Bronski Beat – The Age of Reason album review
By Classic Pop | November 6, 2017
Cherry Red
2/5
For many of us who grew up in the Classic Pop era, the sound of Bronski Beat’s Smalltown Boy was a revelation. Jimmy Somerville’s poignant, high-pitched wail, the song’s understated chorus, and – more importantly – its lyrics, artwork and video put life for a young gay man in the AIDS era under a welcome spotlight. Now, 33 years after their debut album, The Age Of Consent, Steve Bronski has returned to its songs to present a new, updated version with his current collaborators, Stephen Granville and Ian Donaldson.
Quite why he’s done this, 22 years since the third and final Bronski Beat album, is unclear. That it includes versions of three songs that didn’t make the original cut, as well as three new ones (two on a New & Remixed second disc which compiles all three in a variety of forms), muddies the water further.
Stranger still is the fact that the new tracks are clearly cut from a different cloth, though fortunately an uninspiring cover of Sylvester’s Stars and the Hi-NRG romp that is I’ll Be Gone are eclipsed by A Flower For Dandara, whose intent is far more transparent: featuring Strawberry Switchblade’s Rose McDowall, it’s a spartan, shimmering eulogy to the transgender Brazilian woman brutally murdered earlier this year.

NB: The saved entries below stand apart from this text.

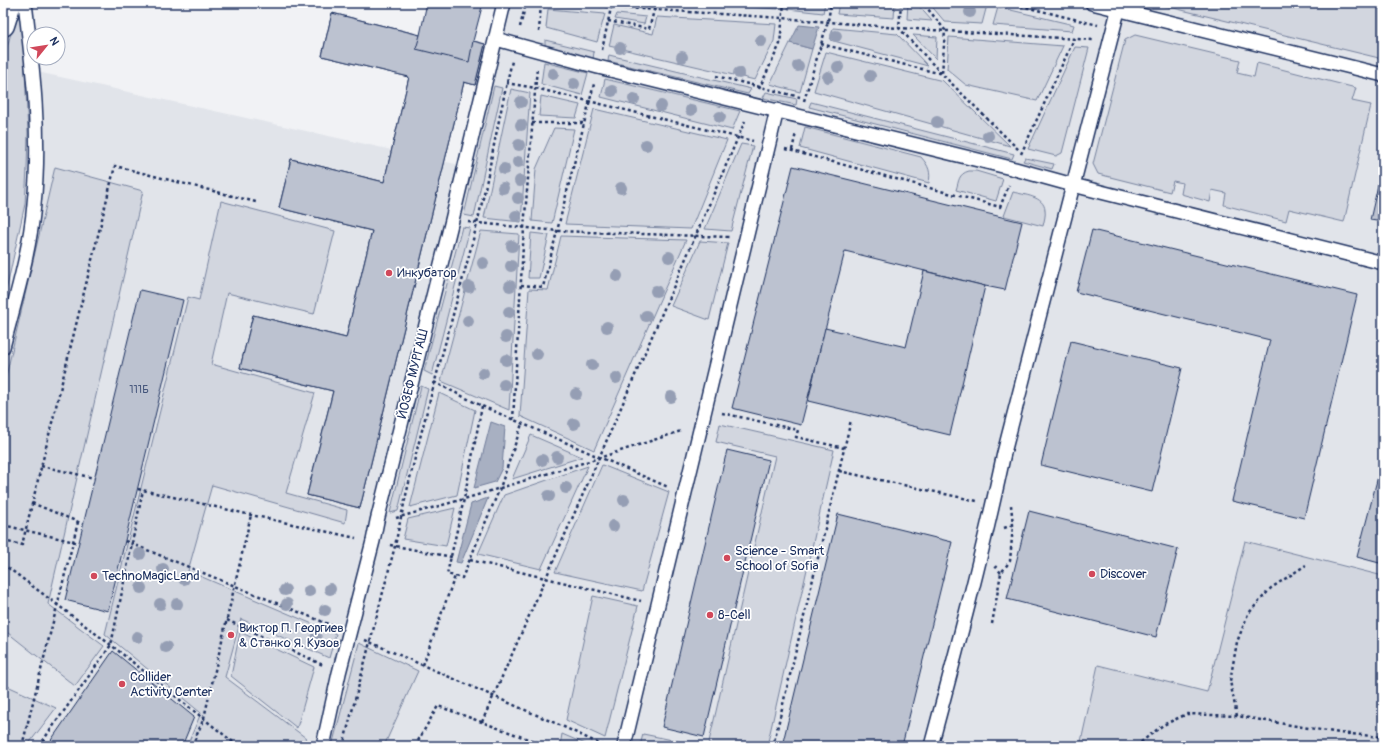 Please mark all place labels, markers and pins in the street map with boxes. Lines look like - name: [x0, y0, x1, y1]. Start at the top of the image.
- place label: Инкубатор: [397, 265, 457, 281]
- marker: Инкубатор: [384, 268, 394, 278]
- place label: Science - Smart School of Sofia: [735, 543, 825, 574]
- marker: Science - Smart School of Sofia: [722, 553, 732, 563]
- place label: Discover: [1100, 566, 1147, 582]
- place label: TechnoMagicLand: [102, 568, 200, 584]
- marker: Discover: [1087, 569, 1097, 579]
- marker: TechnoMagicLand: [89, 571, 99, 581]
- place label: 8-Cell: [718, 607, 751, 623]
- marker: 8-Cell: [705, 610, 715, 620]
- place label: Виктор П. Георгиев & Станко Я. Кузов: [239, 620, 344, 651]
- marker: Виктор П. Георгиев & Станко Я. Кузов: [226, 630, 236, 640]
- place label: Collider Activity Center: [130, 669, 213, 700]
- marker: Collider Activity Center: [117, 679, 127, 689]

“For the most part, however, The Age Of Reason stays fairly true to the Somerville originals, something helped by Granville’s ability to mimic his predecessor’s falsetto.” – Wyndham Wallace
The problem is the 1984 versions remain definitive: the new Why?’s beat is merely heavier, Screaming’s percussion seems tinnier, Heatwave lacks the knowing kitsch, while Junk misses the original’s subtle malevolence, replacing it with a more upbeat, incongruous feel.
To be fair, there’s an intriguing effort to combine No More War and It Ain’t Necessarily So, which segue together effectively and – wisely – no attempt is made to outdo the memorable cover of Donna Summer and Giorgio Moroder’s I Feel Love. Smalltown Boy, though, isn’t spared the painful irony of having the vital, heartrending intimacy beaten out of it, begging the question of why exactly Bronski chose to revisit Consent’s almost perfect renditions.